Questão nº 59
Questão de Direito Processual Civil · FGV TRF1 2024 (nº 59)
Regina, João e Fernando debatiam acerca das normas fundamentais do processo. Inicialmente, Regina afirmou que o princípio da duração razoável do processo não se aplica à atividade satisfativa.
Por sua vez, João aduziu que o juiz não pode decidir com base em fundamento a respeito do qual não se tenha dado às partes oportunidade de se manifestar, ainda que se trate de matéria sobre a qual deva decidir de ofício.
Por fim, Fernando mencionou que o julgamento de embargos de declaração não está sujeito ao atendimento à ordem cronológica preferencial de conclusão para que o julgador profira sentença ou acórdão.
Em vista dos argumentos apresentados pelos três advogados sobre normas fundamentais do processo, é correto afirmar que:
- ARegina e João estão certos em suas afirmações, enquanto Fernando está errado em sua colocação;
- Bos três estão certos em suas afirmações;
- CRegina está errada em sua colocação, ao passo que João e Fernando estão certos em suas afirmações; (alternativa correta)
- DRegina e João estão errados em suas colocações, enquanto Fernando está certo em sua afirmação;
- ERegina e Fernando estão errados em suas colocações, ao passo que João está certo em sua afirmação.
Resposta comentada
Gabarito Alternativa C
As normas fundamentais do processo civil são princípios e regras que orientam toda a atividade jurisdicional, garantindo um processo justo e eficaz para todos.

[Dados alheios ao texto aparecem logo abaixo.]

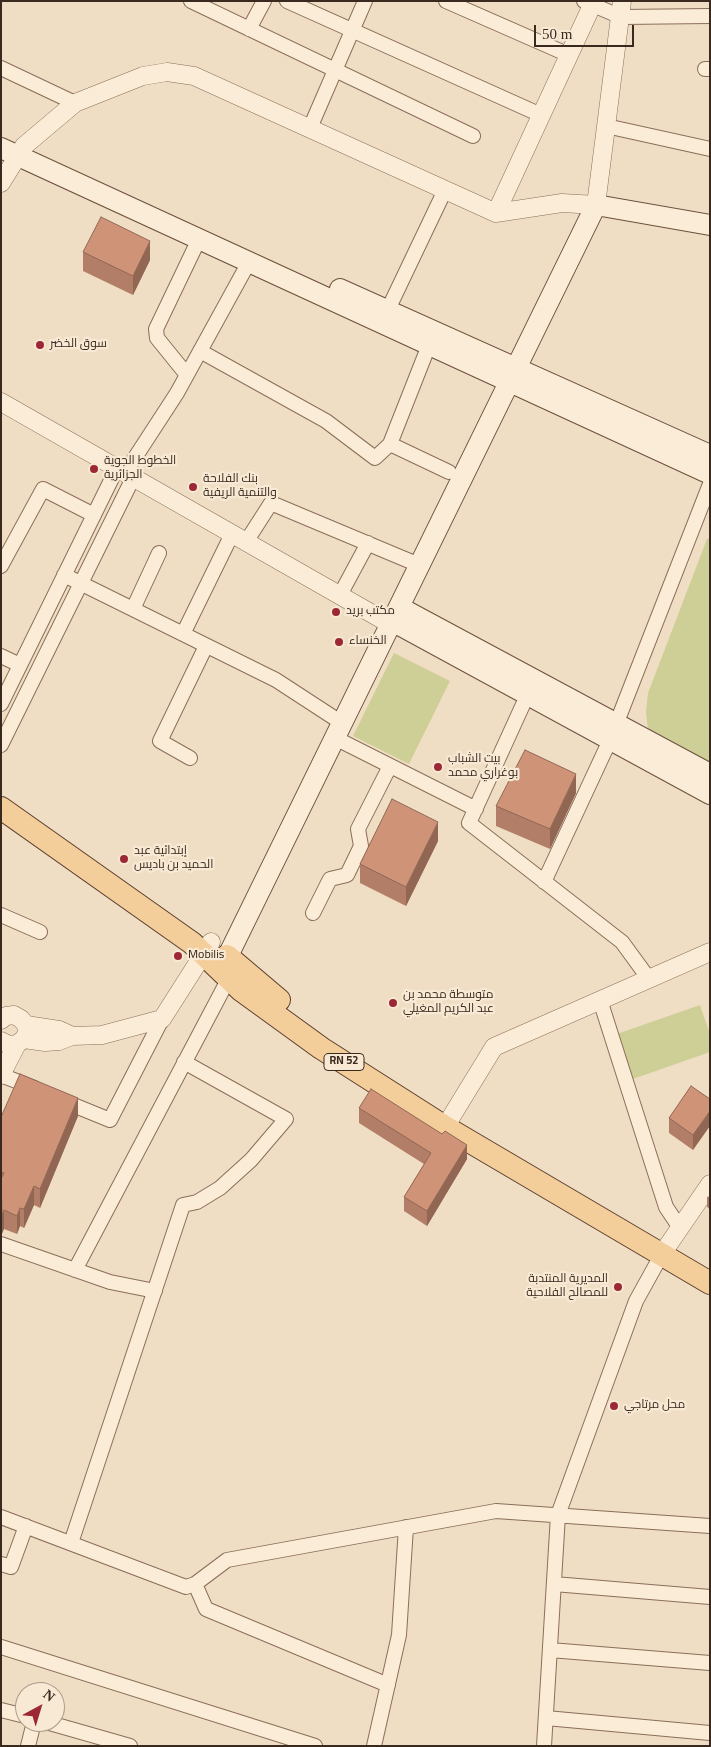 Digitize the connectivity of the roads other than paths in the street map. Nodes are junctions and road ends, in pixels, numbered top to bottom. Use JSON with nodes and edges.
{"nodes":[{"id":1,"x":191,"y":1,"type":"edge"},
{"id":2,"x":264,"y":1,"type":"edge"},
{"id":3,"x":287,"y":1,"type":"edge"},
{"id":4,"x":365,"y":1,"type":"edge"},
{"id":5,"x":446,"y":1,"type":"edge"},
{"id":6,"x":590,"y":2,"type":"edge"},
{"id":7,"x":622,"y":9,"type":"edge"},
{"id":8,"x":710,"y":16,"type":"edge"},
{"id":9,"x":249,"y":29,"type":"junction"},
{"id":10,"x":352,"y":30,"type":"junction"},
{"id":11,"x":569,"y":55,"type":"junction"},
{"id":12,"x":1,"y":68,"type":"edge"},
{"id":13,"x":334,"y":70,"type":"junction"},
{"id":14,"x":75,"y":104,"type":"junction"},
{"id":15,"x":541,"y":115,"type":"junction"},
{"id":16,"x":606,"y":126,"type":"junction"},
{"id":17,"x":310,"y":128,"type":"junction"},
{"id":18,"x":1,"y":135,"type":"edge"},
{"id":19,"x":473,"y":136,"type":"dead end"},
{"id":20,"x":710,"y":149,"type":"edge"},
{"id":21,"x":14,"y":150,"type":"edge"},
{"id":22,"x":1,"y":183,"type":"edge"},
{"id":23,"x":445,"y":190,"type":"junction"},
{"id":24,"x":596,"y":205,"type":"junction"},
{"id":25,"x":496,"y":213,"type":"junction"},
{"id":26,"x":710,"y":224,"type":"edge"},
{"id":27,"x":199,"y":239,"type":"junction"},
{"id":28,"x":249,"y":262,"type":"junction"},
{"id":29,"x":385,"y":316,"type":"junction"},
{"id":30,"x":429,"y":345,"type":"junction"},
{"id":31,"x":200,"y":351,"type":"junction"},
{"id":32,"x":187,"y":375,"type":"junction"},
{"id":33,"x":512,"y":375,"type":"junction"},
{"id":34,"x":1,"y":402,"type":"edge"},
{"id":35,"x":390,"y":444,"type":"junction"},
{"id":36,"x":710,"y":456,"type":"edge"},
{"id":37,"x":448,"y":472,"type":"dead end"},
{"id":38,"x":125,"y":473,"type":"junction"},
{"id":39,"x":710,"y":474,"type":"edge"},
{"id":40,"x":708,"y":494,"type":"edge"},
{"id":41,"x":94,"y":515,"type":"junction"},
{"id":42,"x":239,"y":538,"type":"junction"},
{"id":43,"x":368,"y":543,"type":"junction"},
{"id":44,"x":160,"y":553,"type":"dead end"},
{"id":45,"x":420,"y":565,"type":"junction"},
{"id":46,"x":1,"y":566,"type":"edge"},
{"id":47,"x":64,"y":575,"type":"junction"},
{"id":48,"x":81,"y":583,"type":"junction"},
{"id":49,"x":340,"y":595,"type":"junction"},
{"id":50,"x":134,"y":609,"type":"junction"},
{"id":51,"x":394,"y":617,"type":"junction"},
{"id":52,"x":183,"y":634,"type":"junction"},
{"id":53,"x":206,"y":646,"type":"junction"},
{"id":54,"x":1,"y":656,"type":"edge"},
{"id":55,"x":20,"y":665,"type":"junction"},
{"id":56,"x":531,"y":687,"type":"junction"},
{"id":57,"x":1,"y":704,"type":"edge"},
{"id":58,"x":338,"y":731,"type":"junction"},
{"id":59,"x":614,"y":732,"type":"junction"},
{"id":60,"x":1,"y":744,"type":"edge"},
{"id":61,"x":190,"y":758,"type":"dead end"},
{"id":62,"x":390,"y":766,"type":"junction"},
{"id":63,"x":710,"y":774,"type":"edge"},
{"id":64,"x":1,"y":792,"type":"edge"},
{"id":65,"x":710,"y":794,"type":"edge"},
{"id":66,"x":1,"y":808,"type":"edge"},
{"id":67,"x":476,"y":809,"type":"junction"},
{"id":68,"x":544,"y":882,"type":"junction"},
{"id":69,"x":313,"y":912,"type":"dead end"},
{"id":70,"x":1,"y":915,"type":"edge"},
{"id":71,"x":40,"y":932,"type":"dead end"},
{"id":72,"x":710,"y":952,"type":"edge"},
{"id":73,"x":218,"y":960,"type":"junction"},
{"id":74,"x":649,"y":979,"type":"junction"},
{"id":75,"x":600,"y":1000,"type":"junction"},
{"id":76,"x":3,"y":1017,"type":"edge"},
{"id":77,"x":162,"y":1019,"type":"junction"},
{"id":78,"x":17,"y":1037,"type":"edge"},
{"id":79,"x":184,"y":1062,"type":"junction"},
{"id":80,"x":1,"y":1075,"type":"edge"},
{"id":81,"x":449,"y":1121,"type":"junction"},
{"id":82,"x":710,"y":1184,"type":"edge"},
{"id":83,"x":671,"y":1241,"type":"junction"},
{"id":84,"x":1,"y":1244,"type":"edge"},
{"id":85,"x":710,"y":1265,"type":"edge"},
{"id":86,"x":75,"y":1270,"type":"junction"},
{"id":87,"x":710,"y":1283,"type":"edge"},
{"id":88,"x":155,"y":1291,"type":"junction"},
{"id":89,"x":558,"y":1515,"type":"junction"},
{"id":90,"x":1,"y":1517,"type":"edge"},
{"id":91,"x":26,"y":1526,"type":"junction"},
{"id":92,"x":710,"y":1526,"type":"edge"},
{"id":93,"x":406,"y":1527,"type":"junction"},
{"id":94,"x":71,"y":1544,"type":"junction"},
{"id":95,"x":1,"y":1564,"type":"edge"},
{"id":96,"x":195,"y":1584,"type":"junction"},
{"id":97,"x":554,"y":1584,"type":"junction"},
{"id":98,"x":710,"y":1597,"type":"edge"},
{"id":99,"x":1,"y":1647,"type":"edge"},
{"id":100,"x":550,"y":1650,"type":"junction"},
{"id":101,"x":710,"y":1663,"type":"edge"},
{"id":102,"x":388,"y":1685,"type":"junction"},
{"id":103,"x":1,"y":1710,"type":"edge"},
{"id":104,"x":15,"y":1714,"type":"edge"},
{"id":105,"x":546,"y":1718,"type":"junction"},
{"id":106,"x":65,"y":1727,"type":"edge"},
{"id":107,"x":32,"y":1732,"type":"edge"},
{"id":108,"x":710,"y":1733,"type":"edge"},
{"id":109,"x":28,"y":1746,"type":"edge"},
{"id":110,"x":130,"y":1746,"type":"edge"},
{"id":111,"x":315,"y":1746,"type":"edge"},
{"id":112,"x":374,"y":1746,"type":"edge"},
{"id":113,"x":544,"y":1746,"type":"edge"}],
"edges":[{"from":1,"to":9,"type":"street"},
{"from":2,"to":9,"type":"street"},
{"from":3,"to":10,"type":"street"},
{"from":4,"to":10,"type":"street"},
{"from":5,"to":11,"type":"street"},
{"from":6,"to":7,"type":"street"},
{"from":6,"to":11,"type":"street"},
{"from":7,"to":8,"type":"street"},
{"from":7,"to":16,"type":"street"},
{"from":9,"to":13,"type":"street"},
{"from":10,"to":13,"type":"street"},
{"from":10,"to":15,"type":"street"},
{"from":11,"to":15,"type":"street"},
{"from":12,"to":14,"type":"street"},
{"from":13,"to":17,"type":"street"},
{"from":13,"to":19,"type":"street"},
{"from":14,"to":17,"type":"street"},
{"from":14,"to":21,"type":"street"},
{"from":15,"to":25,"type":"street"},
{"from":16,"to":20,"type":"street"},
{"from":16,"to":24,"type":"street"},
{"from":17,"to":23,"type":"street"},
{"from":18,"to":21,"type":"main road"},
{"from":21,"to":22,"type":"street"},
{"from":21,"to":27,"type":"main road"},
{"from":21,"to":29,"type":"main road"},
{"from":23,"to":25,"type":"street"},
{"from":23,"to":29,"type":"street"},
{"from":24,"to":25,"type":"street"},
{"from":24,"to":26,"type":"main road"},
{"from":24,"to":33,"type":"main road"},
{"from":27,"to":28,"type":"main road"},
{"from":27,"to":32,"type":"street"},
{"from":28,"to":29,"type":"main road"},
{"from":28,"to":31,"type":"street"},
{"from":29,"to":30,"type":"main road"},
{"from":29,"to":33,"type":"main road"},
{"from":30,"to":33,"type":"main road"},
{"from":30,"to":35,"type":"street"},
{"from":31,"to":32,"type":"street"},
{"from":31,"to":35,"type":"street"},
{"from":32,"to":38,"type":"street"},
{"from":33,"to":36,"type":"main road"},
{"from":33,"to":39,"type":"main road"},
{"from":33,"to":45,"type":"main road"},
{"from":34,"to":38,"type":"street"},
{"from":35,"to":37,"type":"street"},
{"from":38,"to":41,"type":"street"},
{"from":38,"to":42,"type":"street"},
{"from":38,"to":48,"type":"street"},
{"from":40,"to":59,"type":"street"},
{"from":41,"to":46,"type":"street"},
{"from":41,"to":47,"type":"street"},
{"from":42,"to":43,"type":"street"},
{"from":42,"to":49,"type":"street"},
{"from":42,"to":52,"type":"street"},
{"from":43,"to":45,"type":"street"},
{"from":43,"to":49,"type":"street"},
{"from":44,"to":50,"type":"street"},
{"from":45,"to":51,"type":"main road"},
{"from":47,"to":48,"type":"street"},
{"from":47,"to":55,"type":"street"},
{"from":48,"to":50,"type":"street"},
{"from":48,"to":60,"type":"street"},
{"from":49,"to":51,"type":"street"},
{"from":50,"to":52,"type":"street"},
{"from":51,"to":56,"type":"main road"},
{"from":51,"to":58,"type":"main road"},
{"from":52,"to":53,"type":"street"},
{"from":53,"to":58,"type":"street"},
{"from":53,"to":61,"type":"street"},
{"from":54,"to":55,"type":"street"},
{"from":55,"to":57,"type":"street"},
{"from":56,"to":59,"type":"main road"},
{"from":56,"to":67,"type":"street"},
{"from":58,"to":62,"type":"street"},
{"from":58,"to":73,"type":"main road"},
{"from":59,"to":63,"type":"main road"},
{"from":59,"to":65,"type":"main road"},
{"from":59,"to":68,"type":"street"},
{"from":62,"to":67,"type":"street"},
{"from":62,"to":69,"type":"street"},
{"from":64,"to":73,"type":"main road","number":"RN 52"},
{"from":66,"to":73,"type":"main road","number":"RN 52"},
{"from":67,"to":68,"type":"street"},
{"from":68,"to":74,"type":"street"},
{"from":70,"to":71,"type":"street"},
{"from":72,"to":74,"type":"street"},
{"from":73,"to":77,"type":"street"},
{"from":73,"to":79,"type":"street"},
{"from":73,"to":81,"type":"main road","number":"RN 52"},
{"from":74,"to":75,"type":"street"},
{"from":75,"to":81,"type":"street"},
{"from":75,"to":83,"type":"street"},
{"from":76,"to":78,"type":"street"},
{"from":77,"to":78,"type":"street"},
{"from":77,"to":80,"type":"street"},
{"from":78,"to":80,"type":"street"},
{"from":79,"to":86,"type":"street"},
{"from":79,"to":88,"type":"street"},
{"from":81,"to":83,"type":"main road","number":"RN 52"},
{"from":82,"to":83,"type":"street"},
{"from":83,"to":85,"type":"main road","number":"RN 52"},
{"from":83,"to":87,"type":"main road","number":"RN 52"},
{"from":83,"to":89,"type":"street"},
{"from":84,"to":86,"type":"street"},
{"from":86,"to":88,"type":"street"},
{"from":88,"to":94,"type":"street"},
{"from":89,"to":92,"type":"street"},
{"from":89,"to":93,"type":"street"},
{"from":89,"to":97,"type":"street"},
{"from":90,"to":91,"type":"street"},
{"from":91,"to":94,"type":"street"},
{"from":91,"to":95,"type":"street"},
{"from":93,"to":96,"type":"street"},
{"from":93,"to":102,"type":"street"},
{"from":94,"to":96,"type":"street"},
{"from":96,"to":102,"type":"street"},
{"from":97,"to":98,"type":"street"},
{"from":97,"to":100,"type":"street"},
{"from":99,"to":111,"type":"street"},
{"from":100,"to":101,"type":"street"},
{"from":100,"to":105,"type":"street"},
{"from":102,"to":112,"type":"street"},
{"from":103,"to":104,"type":"street"},
{"from":105,"to":108,"type":"street"},
{"from":105,"to":113,"type":"street"},
{"from":106,"to":110,"type":"street"},
{"from":107,"to":109,"type":"street"}]}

Elas servem como base para a interpretação e aplicação de todas as outras leis processuais.
(A) Incorreta: Regina está errada, pois o princípio da duração razoável se aplica a todas as fases do processo, inclusive à satisfativa. João está certo. Fernando está certo.
(B) Incorreta: Regina está errada em sua afirmação.
(C) Correta: O princípio da duração razoável do processo (Art. 4º do CPC/2015 e Art. 5º, LXXVIII, da CF/88) abrange todas as fases do processo, desde a postulatória até a satisfativa (execução), visando à efetividade da tutela jurisdicional em tempo adequado. Portanto, Regina está errada ao dizer que não se aplica à atividade satisfativa. O princípio da não surpresa ou da cooperação (Art. 10 do CPC/2015) exige que o juiz, mesmo em matérias que possa decidir de ofício, dê às partes a oportunidade de se manifestar antes de proferir a decisão, garantindo o contraditório. Assim, João está certo. O princípio da ordem cronológica de julgamento (Art. 12 do CPC/2015) possui exceções, e o julgamento de embargos de declaração é uma delas (Art. 12, § 4º, inciso I, do CPC/2015), podendo ser julgado fora da ordem. Logo, Fernando está certo.
(D) Incorreta: Regina está errada, mas João está certo.
(E) Incorreta: Regina está errada, mas Fernando está certo.
Fonte: FGV TRF1 2024 Analista Judiciário - Área Judiciária - Oficial de Justiça Avaliador Federal (Caderno Tipo 1). Reproduzida para fins de estudo.